● Requirement: Which lines of the data contain the string "stream"? Copy every one.

● Record excerpts:
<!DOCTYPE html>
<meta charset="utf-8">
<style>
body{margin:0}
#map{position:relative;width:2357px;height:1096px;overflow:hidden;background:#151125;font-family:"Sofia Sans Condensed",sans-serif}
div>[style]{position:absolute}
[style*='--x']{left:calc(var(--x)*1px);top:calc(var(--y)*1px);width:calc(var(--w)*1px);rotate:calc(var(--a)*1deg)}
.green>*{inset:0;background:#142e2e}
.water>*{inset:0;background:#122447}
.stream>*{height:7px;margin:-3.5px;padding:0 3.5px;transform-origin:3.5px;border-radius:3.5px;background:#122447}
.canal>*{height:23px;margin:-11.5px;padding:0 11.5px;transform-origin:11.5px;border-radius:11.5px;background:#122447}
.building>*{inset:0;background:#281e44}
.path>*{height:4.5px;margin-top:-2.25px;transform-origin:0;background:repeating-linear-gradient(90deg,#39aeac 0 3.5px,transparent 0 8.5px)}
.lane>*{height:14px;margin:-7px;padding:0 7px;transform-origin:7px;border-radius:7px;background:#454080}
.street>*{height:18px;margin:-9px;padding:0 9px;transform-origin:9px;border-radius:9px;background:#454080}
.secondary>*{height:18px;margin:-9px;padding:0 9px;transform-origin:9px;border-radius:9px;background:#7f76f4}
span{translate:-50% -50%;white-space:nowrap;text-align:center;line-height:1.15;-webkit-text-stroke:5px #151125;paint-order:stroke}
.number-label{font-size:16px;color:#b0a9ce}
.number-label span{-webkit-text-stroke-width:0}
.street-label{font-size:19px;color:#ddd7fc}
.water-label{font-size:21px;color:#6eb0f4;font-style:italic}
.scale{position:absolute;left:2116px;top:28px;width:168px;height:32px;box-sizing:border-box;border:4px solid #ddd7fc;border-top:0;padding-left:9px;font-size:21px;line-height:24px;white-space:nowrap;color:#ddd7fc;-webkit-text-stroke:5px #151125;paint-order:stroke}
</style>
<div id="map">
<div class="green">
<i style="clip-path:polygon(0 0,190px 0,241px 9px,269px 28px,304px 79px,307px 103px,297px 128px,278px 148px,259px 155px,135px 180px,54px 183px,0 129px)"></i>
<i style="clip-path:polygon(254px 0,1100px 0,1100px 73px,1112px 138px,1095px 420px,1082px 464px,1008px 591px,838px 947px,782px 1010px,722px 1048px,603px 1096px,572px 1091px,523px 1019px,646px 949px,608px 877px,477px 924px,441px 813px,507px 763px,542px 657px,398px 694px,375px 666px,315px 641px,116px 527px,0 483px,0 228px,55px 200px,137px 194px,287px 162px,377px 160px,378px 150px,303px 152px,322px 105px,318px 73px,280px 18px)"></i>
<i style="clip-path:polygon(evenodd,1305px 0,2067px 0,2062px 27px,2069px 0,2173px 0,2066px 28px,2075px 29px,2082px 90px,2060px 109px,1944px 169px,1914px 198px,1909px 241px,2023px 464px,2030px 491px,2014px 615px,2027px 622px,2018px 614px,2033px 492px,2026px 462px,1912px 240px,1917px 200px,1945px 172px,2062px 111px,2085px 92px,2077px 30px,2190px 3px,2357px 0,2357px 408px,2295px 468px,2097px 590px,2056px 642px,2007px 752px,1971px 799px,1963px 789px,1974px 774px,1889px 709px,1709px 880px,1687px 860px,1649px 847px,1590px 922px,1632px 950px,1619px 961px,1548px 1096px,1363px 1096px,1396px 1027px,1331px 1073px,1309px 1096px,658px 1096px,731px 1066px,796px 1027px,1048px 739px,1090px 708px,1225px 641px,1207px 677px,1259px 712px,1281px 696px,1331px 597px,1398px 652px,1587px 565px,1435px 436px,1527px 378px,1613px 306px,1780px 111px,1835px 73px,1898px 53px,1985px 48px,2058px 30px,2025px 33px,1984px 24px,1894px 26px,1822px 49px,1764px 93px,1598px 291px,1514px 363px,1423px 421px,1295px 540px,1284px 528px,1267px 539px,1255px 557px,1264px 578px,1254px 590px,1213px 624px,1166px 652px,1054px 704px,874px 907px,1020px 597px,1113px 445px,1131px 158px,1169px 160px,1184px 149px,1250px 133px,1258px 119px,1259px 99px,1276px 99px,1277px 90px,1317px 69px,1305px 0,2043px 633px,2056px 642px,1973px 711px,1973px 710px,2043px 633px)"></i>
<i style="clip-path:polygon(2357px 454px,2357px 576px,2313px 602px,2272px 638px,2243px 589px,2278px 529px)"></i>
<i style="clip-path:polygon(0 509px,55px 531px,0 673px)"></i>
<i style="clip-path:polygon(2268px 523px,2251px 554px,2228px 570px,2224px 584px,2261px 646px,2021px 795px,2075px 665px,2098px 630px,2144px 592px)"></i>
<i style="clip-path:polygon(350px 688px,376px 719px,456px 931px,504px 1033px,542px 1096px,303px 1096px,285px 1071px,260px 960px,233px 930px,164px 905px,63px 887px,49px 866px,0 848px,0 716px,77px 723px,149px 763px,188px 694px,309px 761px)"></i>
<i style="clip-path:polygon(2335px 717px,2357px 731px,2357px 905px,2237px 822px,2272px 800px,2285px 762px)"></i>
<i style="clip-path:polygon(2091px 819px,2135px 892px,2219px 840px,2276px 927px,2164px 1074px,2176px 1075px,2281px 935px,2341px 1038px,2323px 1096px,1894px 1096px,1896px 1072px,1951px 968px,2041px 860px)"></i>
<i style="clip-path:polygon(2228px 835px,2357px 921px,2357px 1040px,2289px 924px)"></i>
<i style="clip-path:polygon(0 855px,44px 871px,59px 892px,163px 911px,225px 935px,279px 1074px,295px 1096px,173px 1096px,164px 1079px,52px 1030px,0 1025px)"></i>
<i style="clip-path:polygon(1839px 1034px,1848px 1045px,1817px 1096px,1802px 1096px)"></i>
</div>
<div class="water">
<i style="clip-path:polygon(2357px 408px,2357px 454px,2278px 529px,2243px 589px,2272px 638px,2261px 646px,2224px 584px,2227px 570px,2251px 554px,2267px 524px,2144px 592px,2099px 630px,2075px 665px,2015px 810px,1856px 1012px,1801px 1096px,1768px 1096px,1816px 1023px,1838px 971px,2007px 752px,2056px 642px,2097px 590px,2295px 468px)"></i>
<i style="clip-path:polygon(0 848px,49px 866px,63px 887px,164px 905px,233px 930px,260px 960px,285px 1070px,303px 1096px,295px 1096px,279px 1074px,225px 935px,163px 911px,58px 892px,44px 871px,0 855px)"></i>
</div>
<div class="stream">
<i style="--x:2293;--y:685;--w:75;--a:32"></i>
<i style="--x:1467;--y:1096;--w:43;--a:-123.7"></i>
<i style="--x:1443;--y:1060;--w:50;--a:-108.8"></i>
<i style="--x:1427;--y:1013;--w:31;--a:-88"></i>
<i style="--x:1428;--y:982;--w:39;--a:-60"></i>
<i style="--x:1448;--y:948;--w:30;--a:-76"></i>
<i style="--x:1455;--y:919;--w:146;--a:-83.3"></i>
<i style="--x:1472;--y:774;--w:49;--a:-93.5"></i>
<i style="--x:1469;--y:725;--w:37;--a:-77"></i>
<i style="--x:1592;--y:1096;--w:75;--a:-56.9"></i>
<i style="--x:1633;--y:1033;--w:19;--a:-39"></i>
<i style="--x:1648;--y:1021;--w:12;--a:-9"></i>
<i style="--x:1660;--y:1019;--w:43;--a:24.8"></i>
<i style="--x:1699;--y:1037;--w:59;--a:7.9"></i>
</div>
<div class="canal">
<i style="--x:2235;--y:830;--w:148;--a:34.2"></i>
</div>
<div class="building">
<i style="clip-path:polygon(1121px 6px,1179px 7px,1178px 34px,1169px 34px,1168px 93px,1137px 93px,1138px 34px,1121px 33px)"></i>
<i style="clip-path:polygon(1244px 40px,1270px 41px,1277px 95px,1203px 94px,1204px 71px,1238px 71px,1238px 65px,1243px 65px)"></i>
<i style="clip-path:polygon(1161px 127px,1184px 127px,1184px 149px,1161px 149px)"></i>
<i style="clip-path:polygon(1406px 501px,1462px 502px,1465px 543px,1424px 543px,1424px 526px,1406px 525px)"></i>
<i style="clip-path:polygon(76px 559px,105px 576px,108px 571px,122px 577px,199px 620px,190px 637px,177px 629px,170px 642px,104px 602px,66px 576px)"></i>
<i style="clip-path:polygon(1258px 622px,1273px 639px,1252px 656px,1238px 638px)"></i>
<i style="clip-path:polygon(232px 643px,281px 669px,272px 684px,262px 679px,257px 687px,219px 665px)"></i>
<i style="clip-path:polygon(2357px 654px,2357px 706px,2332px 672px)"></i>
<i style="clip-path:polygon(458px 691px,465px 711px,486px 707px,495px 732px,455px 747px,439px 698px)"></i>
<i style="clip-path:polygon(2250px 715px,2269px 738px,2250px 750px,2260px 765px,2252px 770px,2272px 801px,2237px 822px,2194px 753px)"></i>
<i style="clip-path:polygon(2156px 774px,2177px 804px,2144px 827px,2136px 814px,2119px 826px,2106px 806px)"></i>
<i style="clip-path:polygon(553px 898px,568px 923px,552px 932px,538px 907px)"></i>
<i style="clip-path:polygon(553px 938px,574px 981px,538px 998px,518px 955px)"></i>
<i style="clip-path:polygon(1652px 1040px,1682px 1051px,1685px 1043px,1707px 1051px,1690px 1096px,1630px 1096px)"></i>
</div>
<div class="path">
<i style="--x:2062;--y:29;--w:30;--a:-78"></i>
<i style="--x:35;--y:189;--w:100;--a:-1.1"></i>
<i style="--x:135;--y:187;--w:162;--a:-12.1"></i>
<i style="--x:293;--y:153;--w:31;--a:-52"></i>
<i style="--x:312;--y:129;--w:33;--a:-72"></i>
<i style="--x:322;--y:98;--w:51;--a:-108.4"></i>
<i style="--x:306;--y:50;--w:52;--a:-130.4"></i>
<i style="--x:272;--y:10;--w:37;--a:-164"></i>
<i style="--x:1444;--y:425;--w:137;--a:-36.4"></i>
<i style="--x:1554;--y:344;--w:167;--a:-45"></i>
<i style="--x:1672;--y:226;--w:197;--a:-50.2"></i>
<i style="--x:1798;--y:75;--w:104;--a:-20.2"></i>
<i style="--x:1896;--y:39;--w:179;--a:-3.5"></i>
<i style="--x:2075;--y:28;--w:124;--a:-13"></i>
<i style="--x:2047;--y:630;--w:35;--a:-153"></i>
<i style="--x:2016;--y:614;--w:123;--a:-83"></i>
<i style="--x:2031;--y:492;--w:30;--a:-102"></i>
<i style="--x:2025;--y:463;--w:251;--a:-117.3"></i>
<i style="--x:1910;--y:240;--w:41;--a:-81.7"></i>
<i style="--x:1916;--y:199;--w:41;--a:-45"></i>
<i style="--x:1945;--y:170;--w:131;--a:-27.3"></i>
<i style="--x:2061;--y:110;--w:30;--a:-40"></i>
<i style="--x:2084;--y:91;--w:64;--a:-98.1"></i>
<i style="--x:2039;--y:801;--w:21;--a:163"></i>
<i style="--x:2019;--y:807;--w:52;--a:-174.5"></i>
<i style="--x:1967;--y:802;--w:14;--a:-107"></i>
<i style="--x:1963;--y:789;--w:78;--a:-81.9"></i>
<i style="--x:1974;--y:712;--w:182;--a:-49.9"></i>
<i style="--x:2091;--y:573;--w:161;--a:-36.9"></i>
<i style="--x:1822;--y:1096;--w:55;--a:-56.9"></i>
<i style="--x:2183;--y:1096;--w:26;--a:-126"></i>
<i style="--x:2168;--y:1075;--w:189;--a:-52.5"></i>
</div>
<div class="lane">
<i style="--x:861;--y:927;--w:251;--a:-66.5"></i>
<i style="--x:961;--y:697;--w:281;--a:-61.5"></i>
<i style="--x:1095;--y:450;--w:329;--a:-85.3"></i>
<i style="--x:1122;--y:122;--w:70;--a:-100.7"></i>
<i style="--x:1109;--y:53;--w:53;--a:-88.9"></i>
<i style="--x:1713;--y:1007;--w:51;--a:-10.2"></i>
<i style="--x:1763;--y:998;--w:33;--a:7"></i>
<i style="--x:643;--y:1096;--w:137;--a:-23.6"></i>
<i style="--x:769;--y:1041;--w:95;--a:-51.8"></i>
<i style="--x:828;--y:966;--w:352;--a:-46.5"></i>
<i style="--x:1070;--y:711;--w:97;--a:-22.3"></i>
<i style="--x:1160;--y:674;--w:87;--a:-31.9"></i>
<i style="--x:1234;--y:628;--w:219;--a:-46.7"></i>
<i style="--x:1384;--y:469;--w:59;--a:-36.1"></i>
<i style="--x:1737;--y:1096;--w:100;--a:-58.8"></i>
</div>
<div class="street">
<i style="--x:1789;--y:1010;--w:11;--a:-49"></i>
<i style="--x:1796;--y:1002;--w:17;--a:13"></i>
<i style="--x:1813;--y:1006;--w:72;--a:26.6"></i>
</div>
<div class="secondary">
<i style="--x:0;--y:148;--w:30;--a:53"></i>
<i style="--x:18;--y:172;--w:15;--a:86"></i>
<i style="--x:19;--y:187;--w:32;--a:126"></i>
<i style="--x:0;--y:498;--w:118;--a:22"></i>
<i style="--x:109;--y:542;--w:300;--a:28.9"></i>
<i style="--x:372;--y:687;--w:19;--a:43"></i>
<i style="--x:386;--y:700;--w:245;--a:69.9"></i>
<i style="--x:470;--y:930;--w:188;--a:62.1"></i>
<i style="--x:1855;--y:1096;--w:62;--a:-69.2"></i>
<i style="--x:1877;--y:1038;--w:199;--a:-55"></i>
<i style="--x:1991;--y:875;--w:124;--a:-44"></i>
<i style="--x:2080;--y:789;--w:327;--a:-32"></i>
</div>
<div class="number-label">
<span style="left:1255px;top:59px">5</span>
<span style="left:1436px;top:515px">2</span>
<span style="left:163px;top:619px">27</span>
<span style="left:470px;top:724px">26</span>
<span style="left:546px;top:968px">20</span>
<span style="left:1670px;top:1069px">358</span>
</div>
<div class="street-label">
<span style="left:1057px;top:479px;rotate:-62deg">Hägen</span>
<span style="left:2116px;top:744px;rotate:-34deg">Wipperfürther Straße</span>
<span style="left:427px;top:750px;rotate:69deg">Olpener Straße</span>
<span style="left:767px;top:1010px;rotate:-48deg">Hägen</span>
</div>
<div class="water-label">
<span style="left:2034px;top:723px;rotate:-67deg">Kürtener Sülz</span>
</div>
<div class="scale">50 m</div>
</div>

● Answer section:
.stream>*{height:7px;margin:-3.5px;padding:0 3.5px;transform-origin:3.5px;border-radius:3.5px;background:#122447}
<div class="stream">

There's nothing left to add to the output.